Wow, a lot of hate for countertenors. Perhaps at first blush it seems disconcerting, but it shouldn't be any different than seeing a woman in a trouser role (Jennifer Larmore as Julius Caesar).

After listening to a few Baroque operas, the voice seems natural to me. In fact, I saw Gluck's Iphigenie en Tauride a few years ago and wrongly commented that I expected the lead singer to be a countertenor. A lady attending the show pointed out to me that French opera didn't employ countertenors.


----------



## StlukesguildOhio (Dec 25, 2006)

A lady attending the show pointed out to me that French opera didn't employ countertenors.

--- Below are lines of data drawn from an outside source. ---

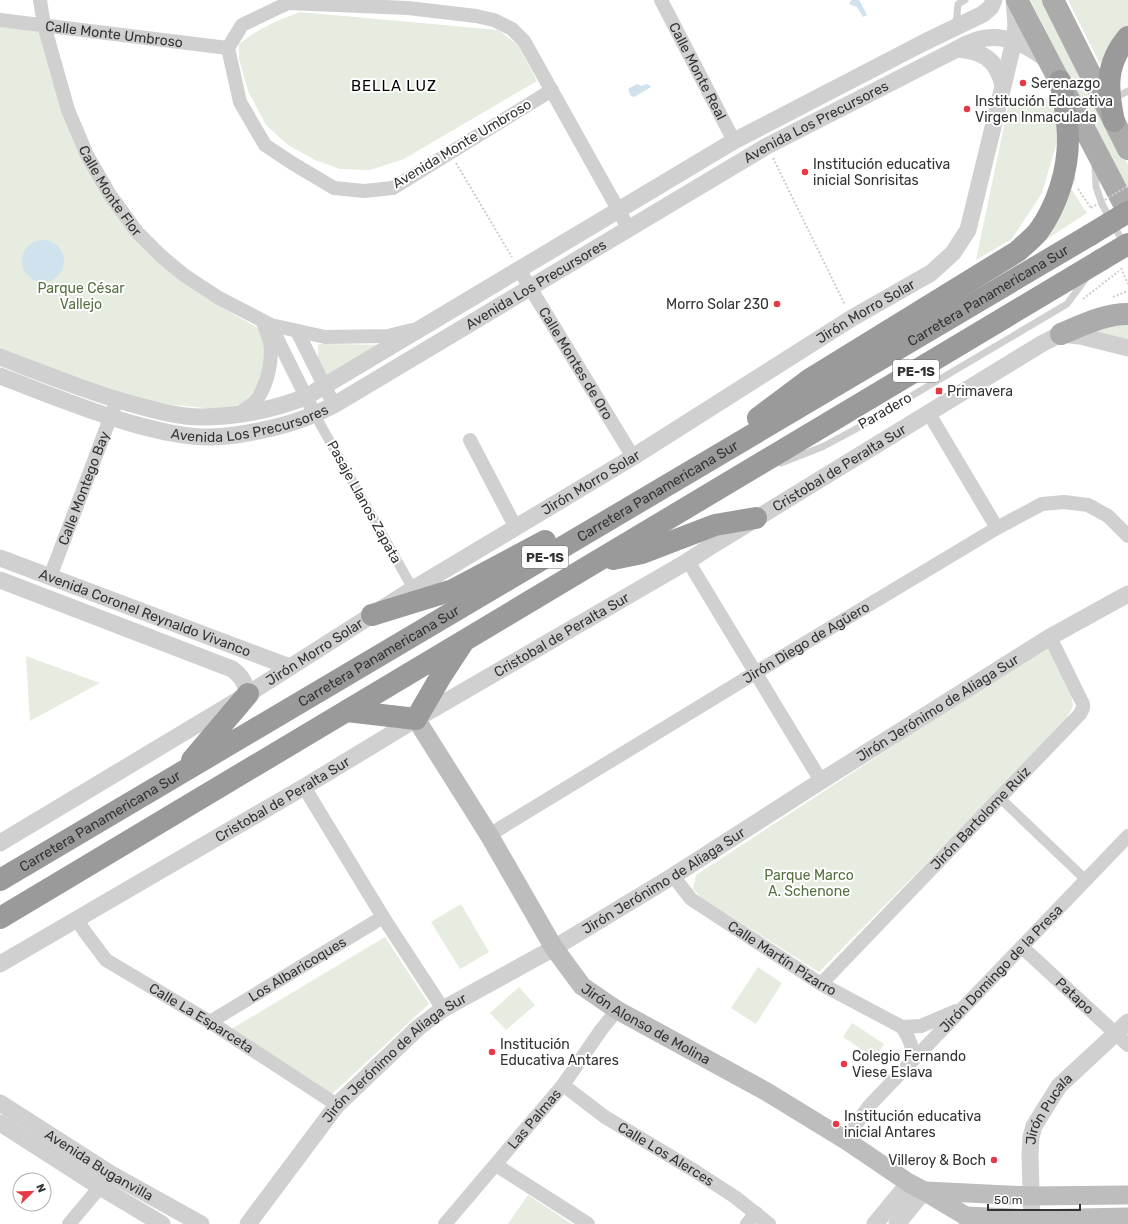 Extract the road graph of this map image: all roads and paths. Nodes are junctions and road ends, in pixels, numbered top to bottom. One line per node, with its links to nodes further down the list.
1 (40, 0): 10 (street, Calle Monte Flor)
2 (661, 0): 22 (street, Calle Monte Real)
3 (965, 0): 8 (lane)
4 (994, 0): 11 (street, Avenida Los Precursores)
5 (1014, 0): 13 (street, Jirón Morro Solar)
6 (1017, 0): 18 (main road)
7 (1053, 0): 21 (main road)
8 (957, 2): 11 (lane)
9 (0, 20): 10 (street, Calle Monte Umbroso)
10 (44, 25): 15 (street, Calle Monte Umbroso); 41 (street, Calle Monte Flor)
11 (956, 27): 14 (street, Avenida Los Precursores)
12 (1128, 36): 21 (highway)
13 (1014, 41): 16 (street, Avenida Los Precursores); 18 (street, Avenida Los Precursores); 19 (street, Jirón Morro Solar)
14 (925, 42): 17 (street); 22 (street, Avenida Los Precursores)
15 (228, 48): 20 (street); 26 (street, Avenida Monte Umbroso)
16 (957, 49): 17 (street, Avenida Los Precursores); 19 (street)
17 (935, 59): 23 (street, Avenida Los Precursores)
18 (1055, 72): 24 (main road); 59 (highway)
19 (1003, 86): 40 (street, Jirón Morro Solar)
20 (552, 90): 26 (street, Avenida Monte Umbroso); 29 (street)
21 (1120, 112): 25 (main road)
22 (734, 141): 29 (street, Avenida Los Precursores)
23 (768, 146): 31 (street, Avenida Los Precursores); 40 (path)
24 (1095, 149): 30 (main road); 33 (lane)
25 (1128, 149)
26 (450, 153): 36 (path)
27 (1128, 186): 28 (path, bridge)
28 (1077, 187)
29 (619, 211): 31 (street); 36 (street, Avenida Los Precursores)
30 (1128, 212): 59 (highway, Carretera Panamericana Sur / PE-1S, bridge)
31 (629, 229): 38 (street, Avenida Los Precursores)
32 (1128, 244): 34 (highway, Carretera Panamericana Sur / PE-1S, bridge)
33 (1128, 251)
34 (1100, 261): 58 (highway, Carretera Panamericana Sur / PE-1S); 58 (lane, Paradero)
35 (1121, 268): 37 (path)
36 (520, 270): 38 (street, Calle Montes de Oro); 42 (street, Avenida Los Precursores)
37 (1128, 284)
38 (530, 288): 51 (street, Avenida Los Precursores); 57 (street, Calle Montes de Oro)
39 (1128, 314): 44 (main road)
40 (852, 318): 57 (street, Jirón Morro Solar)
41 (267, 323): 43 (street, Calle Monte Flor); 49 (street); 54 (street)
42 (426, 327): 43 (street, Calle Monte Flor); 48 (street, Avenida Los Precursores)
43 (297, 331): 48 (street)
44 (1061, 334): 45 (street); 52 (street, Cristobal de Peralta Sur)
45 (1128, 348)
46 (0, 357): 50 (street, Avenida Los Precursores)
47 (0, 376): 55 (street, Avenida Los Precursores)
48 (325, 387): 49 (street, Avenida Los Precursores); 51 (street)
49 (306, 398): 53 (street); 54 (street, Avenida Los Precursores)
50 (117, 400): 54 (street, Avenida Los Precursores); 55 (street, Calle Montego Bay)
51 (334, 405): 53 (street, Avenida Los Precursores)
52 (928, 412): 61 (street, Cristobal de Peralta Sur); 63 (street)
53 (315, 415): 55 (street, Avenida Los Precursores); 70 (street, Pasaje Llanos Zapata)
54 (236, 416)
55 (111, 418): 68 (street, Calle Montego Bay)
56 (470, 440): 62 (street)
57 (633, 456): 62 (street, Jirón Morro Solar)
58 (732, 482): 67 (highway, Carretera Panamericana Sur / PE-1S)
59 (673, 483): 60 (highway, Carretera Panamericana Sur / PE-1S)
60 (652, 495): 72 (highway); 82 (highway, Carretera Panamericana Sur / PE-1S)
61 (756, 518): 66 (street, Cristobal de Peralta Sur); 67 (highway)
62 (516, 528): 70 (street, Jirón Morro Solar)
63 (997, 528): 64 (street, Jirón Diego de Agüero); 78 (street, Jirón Diego de Agüero)
64 (1128, 536)
65 (0, 558): 68 (street, Avenida Coronel Reynaldo Vivanco)
66 (688, 561): 78 (street); 81 (street, Cristobal de Peralta Sur)
67 (592, 564): 74 (highway, Carretera Panamericana Sur / PE-1S)
68 (50, 577): 75 (street, Avenida Coronel Reynaldo Vivanco)
69 (0, 580): 77 (street, Avenida Coronel Reynaldo Vivanco)
70 (413, 590): 72 (street, Jirón Morro Solar)
71 (1128, 594): 73 (street, Jirón Jerónimo de Aliaga Sur)
72 (372, 615): 76 (street, Jirón Morro Solar)
73 (1050, 637): 83 (street, Jirón Jerónimo de Aliaga Sur); 85 (street, Jirón Bartolome Ruiz)
74 (466, 640): 80 (highway, Carretera Panamericana Sur / PE-1S); 81 (highway)
75 (258, 655): 76 (street, Avenida Coronel Reynaldo Vivanco); 77 (street)
76 (290, 667): 79 (street, Jirón Morro Solar)
77 (232, 669): 79 (street, Avenida Coronel Reynaldo Vivanco)
78 (755, 672): 83 (street); 86 (street, Jirón Diego de Agüero)
79 (248, 694): 82 (highway); 88 (street, Jirón Morro Solar)
80 (347, 711): 81 (highway); 92 (highway, Carretera Panamericana Sur / PE-1S)
81 (416, 719): 84 (street, Cristobal de Peralta Sur); 86 (main road, Jirón Alonso de Molina)
82 (181, 773): 90 (highway, Carretera Panamericana Sur / PE-1S)
83 (821, 780): 89 (street, Jirón Jerónimo de Aliaga Sur)
84 (304, 787): 93 (street); 95 (street, Cristobal de Peralta Sur)
85 (999, 798): 91 (street); 100 (street, Jirón Bartolome Ruiz)
86 (489, 835): 98 (main road, Jirón Alonso de Molina)
87 (1128, 836): 91 (street, Jirón Domingo de la Presa)
88 (0, 843)
89 (673, 876): 98 (street, Jirón Jerónimo de Aliaga Sur); 100 (street, Calle Martín Pizarro)
90 (0, 880)
91 (1086, 880): 97 (street, Jirón Domingo de la Presa)
92 (27, 902): 94 (highway, Carretera Panamericana Sur / PE-1S); 96 (highway)
93 (383, 917): 102 (street); 104 (street, Los Albaricoques)
94 (0, 918)
95 (77, 920): 99 (street, Cristobal de Peralta Sur); 104 (street, Calle La Esparceta)
96 (0, 928)
97 (1022, 947): 101 (street, Jirón Domingo de la Presa); 107 (street, Patapo)
98 (554, 948): 102 (street, Jirón Jerónimo de Aliaga Sur); 103 (main road, Jirón Alonso de Molina)
99 (0, 964)
100 (821, 984): 106 (street, Calle Martín Pizarro)
101 (963, 1008): 106 (street); 108 (street, Jirón Domingo de la Presa)
102 (443, 1009): 111 (street, Jirón Jerónimo de Aliaga Sur)
103 (617, 1010): 109 (street, Las Palmas); 113 (main road, Jirón Alonso de Molina)
104 (210, 1022): 111 (street, Calle La Esparceta)
105 (1128, 1022): 107 (street, Jirón Pucala)
106 (902, 1027): 108 (street)
107 (1122, 1039): 118 (street, Jirón Pucala)
108 (914, 1059): 113 (street, Jirón Domingo de la Presa)
109 (563, 1085): 114 (street, Las Palmas); 119 (street, Calle Los Alerces)
110 (0, 1103): 125 (street, Avenida Buganvilla)
111 (337, 1105): 126 (street, Jirón Jerónimo de Aliaga Sur)
112 (0, 1123): 115 (street, Avenida Buganvilla)
113 (847, 1141): 116 (main road, Jirón Alonso de Molina)
114 (496, 1165): 127 (street, Las Palmas); 128 (street)
115 (100, 1187): 123 (street); 124 (street, Avenida Buganvilla)
116 (917, 1187): 118 (main road); 121 (main road, Jirón Alonso de Molina); 131 (street); 132 (street)
117 (1128, 1195): 118 (main road)
118 (1030, 1196): 122 (street, Jirón Pucala)
119 (756, 1213): 129 (street); 130 (street, Calle Los Alerces)
120 (1128, 1217): 122 (main road)
121 (972, 1220): 122 (main road)
122 (1032, 1222)
123 (69, 1224)
124 (162, 1224)
125 (201, 1224)
126 (248, 1224)
127 (445, 1224)
128 (588, 1224)
129 (747, 1224)
130 (769, 1224)
131 (876, 1224)
132 (897, 1224)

Nor were they fond of castrati... which seems to have been a particularly Italian and English "perversion". The French liked their women.


----------



## Operafocus (Jul 17, 2011)

When it comes to countertenors I find the combination of grown man vs boy-choir-voice so bizarre that my reaction is to laugh. I can't help it, but it's my last choice of voice - mainly because nothing about it moves me.


----------



## Operafocus (Jul 17, 2011)

Holy ****, imagine "Tosca" in drag. He sounds a bit like an ageing soprano - but the top notes are quite impressive. Still bizarre though. That voice coming out of a grown, bald man with a beard. *confused*


----------



## MAuer (Feb 6, 2011)

Operafocus said:


> Holy ****, imagine "Tosca" in drag. He sounds a bit like an ageing soprano - but the top notes are quite impressive. Still bizarre though. That voice coming out of a grown, bald man with a beard. *confused*


I'm guessing this may be something close to what the castrati actually sounded like. But, again, I can't imagine what the attraction was of hearing this type of voice coming from an adult male (minus the beard, of course).


----------



## StlukesguildOhio (Dec 25, 2006)

I'm guessing this may be something close to what the castrati actually sounded like. But, again, I can't imagine what the attraction was of hearing this type of voice coming from an adult male...

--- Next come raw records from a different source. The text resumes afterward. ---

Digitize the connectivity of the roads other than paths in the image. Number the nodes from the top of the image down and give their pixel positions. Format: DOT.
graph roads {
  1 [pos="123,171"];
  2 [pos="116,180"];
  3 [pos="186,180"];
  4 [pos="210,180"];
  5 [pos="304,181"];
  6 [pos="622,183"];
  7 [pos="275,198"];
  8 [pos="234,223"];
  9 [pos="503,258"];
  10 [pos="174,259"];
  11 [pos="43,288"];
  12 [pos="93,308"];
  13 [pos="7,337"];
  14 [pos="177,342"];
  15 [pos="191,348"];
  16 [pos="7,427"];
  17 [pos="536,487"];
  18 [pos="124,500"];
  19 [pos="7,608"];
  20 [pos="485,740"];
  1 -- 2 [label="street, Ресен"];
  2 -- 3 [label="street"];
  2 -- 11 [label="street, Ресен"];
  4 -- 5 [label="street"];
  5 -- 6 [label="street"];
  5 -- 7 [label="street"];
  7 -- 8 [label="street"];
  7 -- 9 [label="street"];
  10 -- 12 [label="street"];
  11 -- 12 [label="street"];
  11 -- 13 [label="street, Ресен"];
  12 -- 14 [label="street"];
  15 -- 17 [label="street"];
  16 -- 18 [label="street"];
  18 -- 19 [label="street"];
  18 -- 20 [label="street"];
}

From what I have read on the castrati the attraction was the ability to hit the same high notes as a soprano combined with the increased lung capacity of the adult male to allow for increased projection and increased ability to hold notes for an extended period of time. The Baroque, remember, was all about virtuosity... fireworks.


----------



## Yoshi (Jul 15, 2009)

There's nothing creepy about it. The voice matching or not the performer's "looks" is the last thing I worry about. As long as I enjoy listening to the actual voice, it's fine for me. Female or male who cares...


----------



## mamascarlatti (Sep 23, 2009)

For some men countertenor is the natural singing range: for example Bejun Mehta, who was a virtuoso boy soprano but had no success after his voice broke. From wiki: 


> Mehta had attempted for several years to sing as a baritone, without much success. He became intrigued with idea that he might actually be a countertenor, after reading a 1997 New Yorker profile of the countertenor David Daniels, whose early experiences seemed to mirror his own. He began to experiment with singing in this range, and quickly discovered and developed his powerful and flexible countertenor voice, *his natural range for singing*.


Now he is one of the best countertenors in the business.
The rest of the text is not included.